The construction of a PCV circulating cooling system is being investigated based on removal technology for dissolved nuclides that are thought to be leached from fuel debris into the circulating cooling water and treatment technology for solids collected in the filters of the circulating cooling water system.

Development for a water stoppage technology by installing a stoppage plate in the Jetdiff or by installing a weir in the D/W, in addition to a water stoppage technology for the pipe was implemented.

Water levels in Units 1 and 3 are higher than in normal operation due to the accident. The S/C is planned to be drained, and measures are being taken to install new water level gauges with a wider measurement range.

The current water level in the PCV is estimated to be about 1.9 m. Most of the fuel debris at the bottom of the PCV is considered to be submerged. In addition, leakage of cooling water in the PCV into the torus chamber via the vacuum break line (approximately 1.1 m from the bottom of the PCV) and the sand cushion drain pipe has been confirmed. Therefore, it is necessary to apply a water sealing technique (vent pipe sealing or downcomer sealing) between the PCV and the S/C after lowering the PCV water level below the vacuum break line or, if water sealing is not implemented, to maintain the water level in the PCV below the vent pipe root. In both options, it is necessary to deal with the cooling water flowing into the torus room via the sand cushion drain pipe in order to retrieve the fuel debris in water or by pouring cooling water over it, which requires the installation of a drain catcher in the sand cushion drain section by remote technology.

When vent pipe sealing or downcomer sealing is implemented, the water level in the PCV is maintained below the vacuum break line as described above, so the amount of cooling water retained in the PCV is not large. Even if the vent pipe attachment is damaged and cooling water in the PCV flows out into the torus chamber, the water level in the torus chamber can be kept lower than the groundwater level. In addition, as a countermeasure against cooling water flowing out from inside the PCV to the S/C due to damage at the down-comer attachment point, recovery by a pump installed in the S/C is being considered.

When water stoppage is not performed, the water level in the PCV will be maintained below the base of the vent pipe. Fuel debris retrieval will be performed in the air with cooling water flowing. Since some of the fuel debris may be exposed to the air, it is necessary to consider in advance the decay heat of fuel debris and the required cooling water volume.

The current water level in the PCV is estimated to be about 0.3 m. Most of the fuel debris at the bottom of the PCV is not submerged. In addition, the water level in the S/C and the torus chamber are at the same level. Therefore, it is assumed that there is leakage from the S/C to the torus room. In the case of water sealing of the vent pipe or down-comer, the water level in the PCV can be raised, and fuel debris removal from the bottom of the PCV can be performed underwater. In this case, the assumption of coolant leakage from the PCV is the same as in Unit 1.

If water stoppage is not performed, the PCV water level will be maintained at the same level as the current status, and fuel debris retrieval will be performed in the air with cooling water flowing.

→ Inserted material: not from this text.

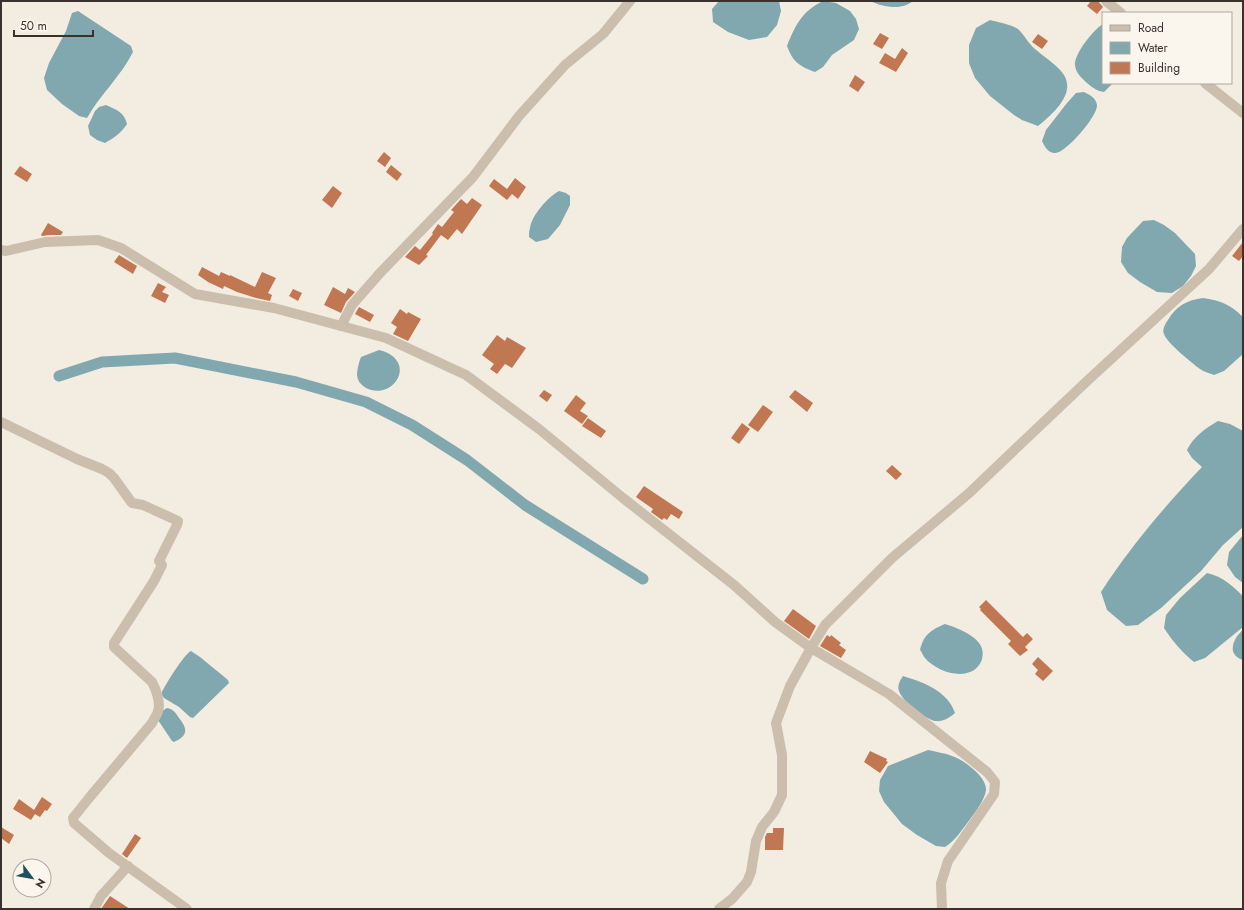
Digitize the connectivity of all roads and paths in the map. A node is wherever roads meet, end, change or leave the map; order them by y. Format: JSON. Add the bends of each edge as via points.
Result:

In this case, it is necessary to identify damaged parts of the S/C and repair them in order to prevent the cooling water from flowing out of the PCV through the S/C into the torus room.

The current water level in the PCV is about 4.2 m, which is higher than in Unit 1 or Unit 2, and the fuel debris at the bottom of the PCV is already submerged.

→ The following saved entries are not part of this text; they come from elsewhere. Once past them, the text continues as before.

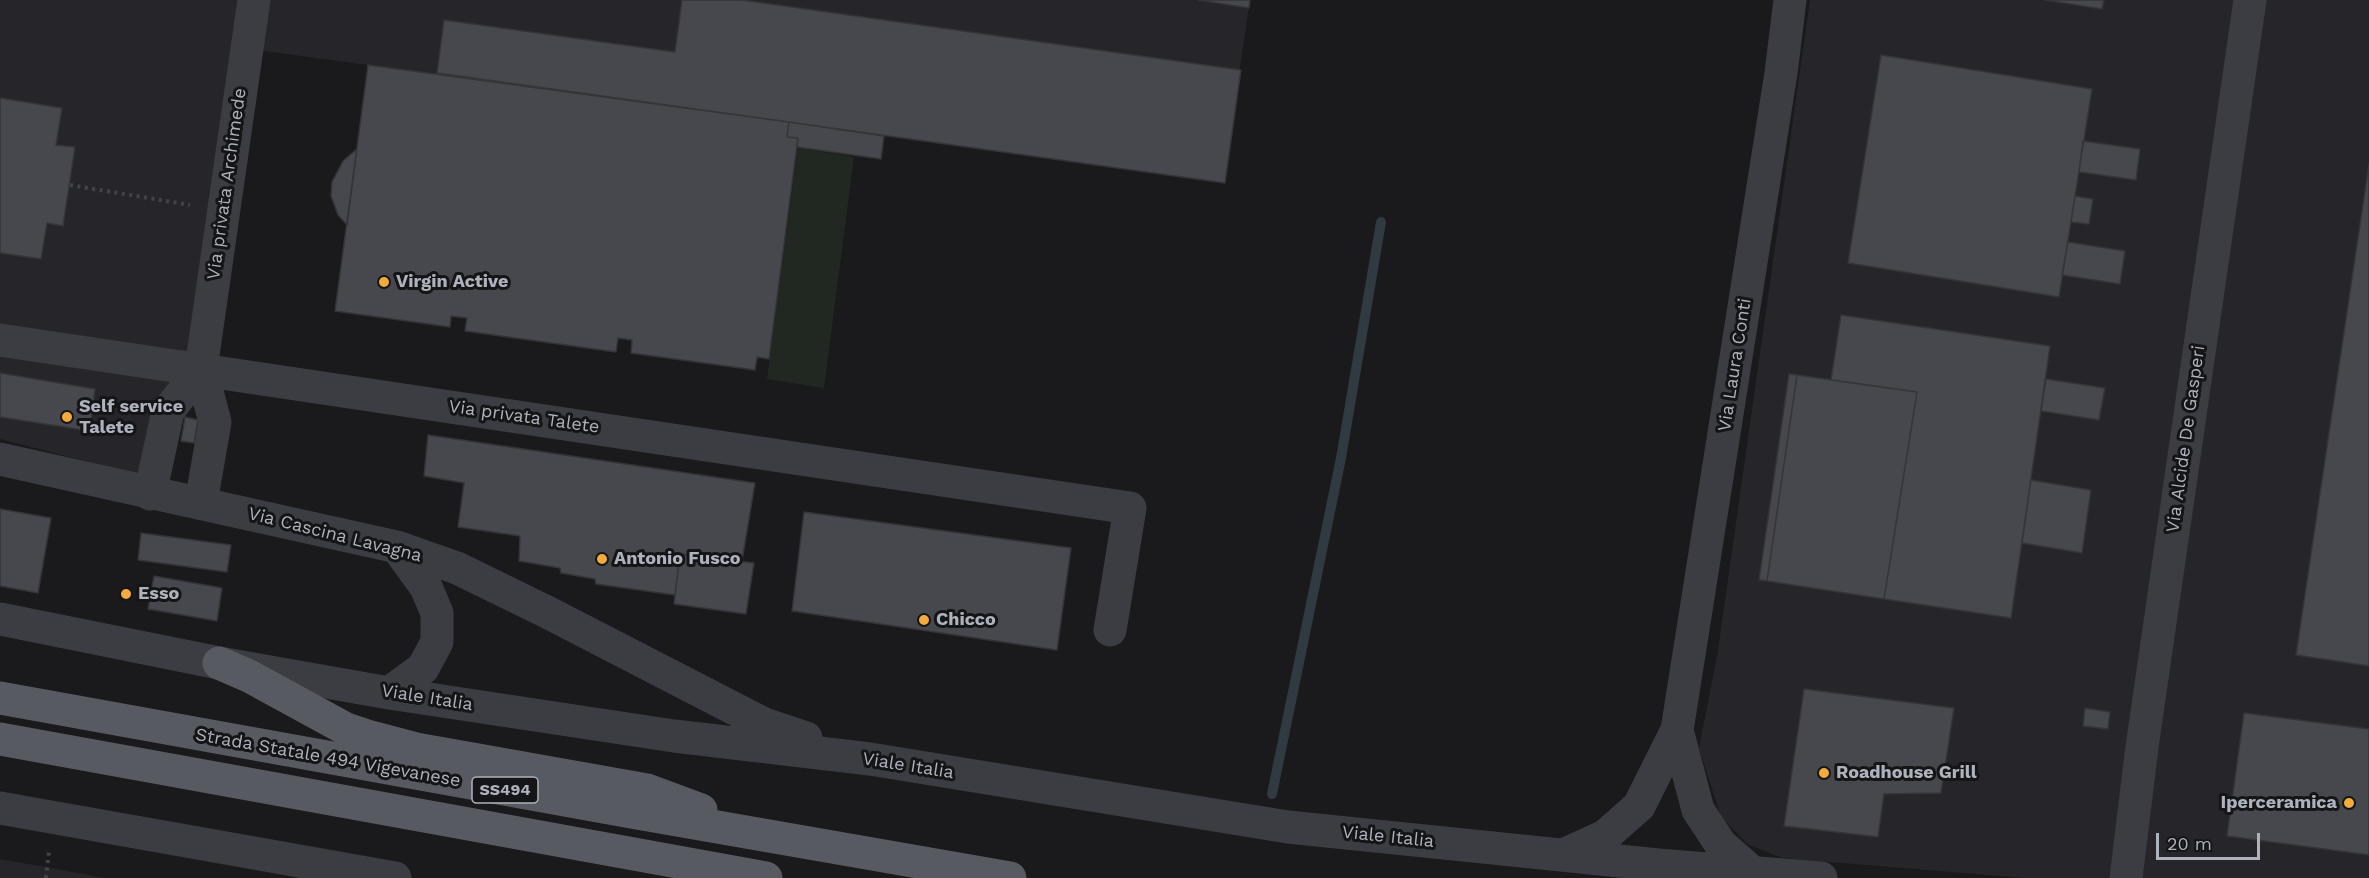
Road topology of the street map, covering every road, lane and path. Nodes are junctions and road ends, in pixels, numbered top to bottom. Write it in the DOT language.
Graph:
graph roads {
  1 [pos="254,0"];
  2 [pos="1790,0"];
  3 [pos="2250,0"];
  4 [pos="70,185"];
  5 [pos="224,210"];
  6 [pos="0,340"];
  7 [pos="201,369"];
  8 [pos="0,459"];
  9 [pos="150,494"];
  10 [pos="201,503"];
  11 [pos="397,547"];
  12 [pos="0,618"];
  13 [pos="1110,630"];
  14 [pos="219,663"];
  15 [pos="683,683"];
  16 [pos="389,693"];
  17 [pos="0,698"];
  18 [pos="1677,730"];
  19 [pos="674,736"];
  20 [pos="0,739"];
  21 [pos="870,759"];
  22 [pos="0,808"];
  23 [pos="764,835"];
  24 [pos="49,851"];
  25 [pos="1561,855"];
  26 [pos="1752,872"];
  27 [pos="46,878"];
  28 [pos="395,878"];
  29 [pos="766,878"];
  30 [pos="1010,878"];
  31 [pos="1821,878"];
  32 [pos="2126,878"];
  1 -- 5 [label="street, Via privata Archimede"];
  2 -- 18 [label="street, Via Laura Conti"];
  3 -- 32 [label="street, Via Alcide De Gasperi"];
  4 -- 5 [label="path"];
  5 -- 7 [label="street, Via privata Archimede"];
  6 -- 7 [label="street, Via privata Talete"];
  7 -- 9 [label="street"];
  7 -- 10 [label="street"];
  7 -- 13 [label="street, Via privata Talete"];
  8 -- 9 [label="street, Via Cascina Lavagna"];
  9 -- 10 [label="street, Via Cascina Lavagna"];
  10 -- 11 [label="street, Via Cascina Lavagna"];
  11 -- 15 [label="street, Via Cascina Lavagna"];
  11 -- 16 [label="street"];
  12 -- 14 [label="street, Viale Italia"];
  14 -- 16 [label="street, Viale Italia"];
  14 -- 23 [label="main road"];
  15 -- 19 [label="street"];
  15 -- 21 [label="street, Via Cascina Lavagna"];
  16 -- 19 [label="street, Viale Italia"];
  17 -- 23 [label="main road, Strada Statale 494 Vigevanese / SS494"];
  18 -- 25 [label="street, Via Laura Conti"];
  18 -- 26 [label="street, Via Laura Conti"];
  19 -- 21 [label="street, Viale Italia"];
  20 -- 29 [label="main road, SS494"];
  21 -- 25 [label="street, Viale Italia"];
  22 -- 28 [label="street"];
  23 -- 30 [label="main road, Strada Statale 494 Vigevanese / SS494"];
  24 -- 27 [label="path"];
  25 -- 26 [label="street, Viale Italia"];
  26 -- 31 [label="street, Viale Italia"];
}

In October 2022, the PCV intake facility began operation, replacing reactor injection water by taking water from the bottom of the S/C and improving the quality of the S/C contained water to lower the PCV water level.

In case of vent pipe water stoppage or downcomer water stoppage, the water level in the PCV needs to be lowered to the same level as the current water level in Unit 1 (about 1.9 m) for the reasons mentioned above. This will allow the fuel debris to be retrieved from the PCV underwater. In this case, the assumption of the cooling water leakage from the PCV will be the same as in Unit 1.

When water stoppage is not performed, the water level in the PCV will maintained below the base of the vent pipe, and fuel debris retrieval will be performed in the air with cooling water flowing. Since some fuel debris may be exposed to the air, it is necessary to investigate the decay heat of fuel debris and the required cooling water volume, in advance.

For water sealing by burial in vent pipe, workability under flowing water and water sealing performance up to 0.4 MPa were confirmed by 1/1-scale simulated vent pipe test using self-compacting concrete.

For water sealing by burial in S/C, water sealing of S/C damaged holes, quenchers, and strainers was confirmed by 1/1-scale tests, and the feasibility of installation was confirmed by S/C guide pipe installation tests necessary for water level control.

Regarding water sealing by burying the vacuum break line, the constructability and water sealing performance were confirmed by 1/1 scale construction test, and no leakage was confirmed under water pressure of 0.45MPa.

For waterproofing of torus chamber wall penetrations, a combination of high-pressure jet cleaning for rust removal and urethane rubber-based waterproofing material was confirmed to be applicable.

For Unit 3, based on the results of the reactor water injection shutdown test conducted in June 2022, the leak area is estimated to be lower than the end of the new PCV thermometer/water level gauge.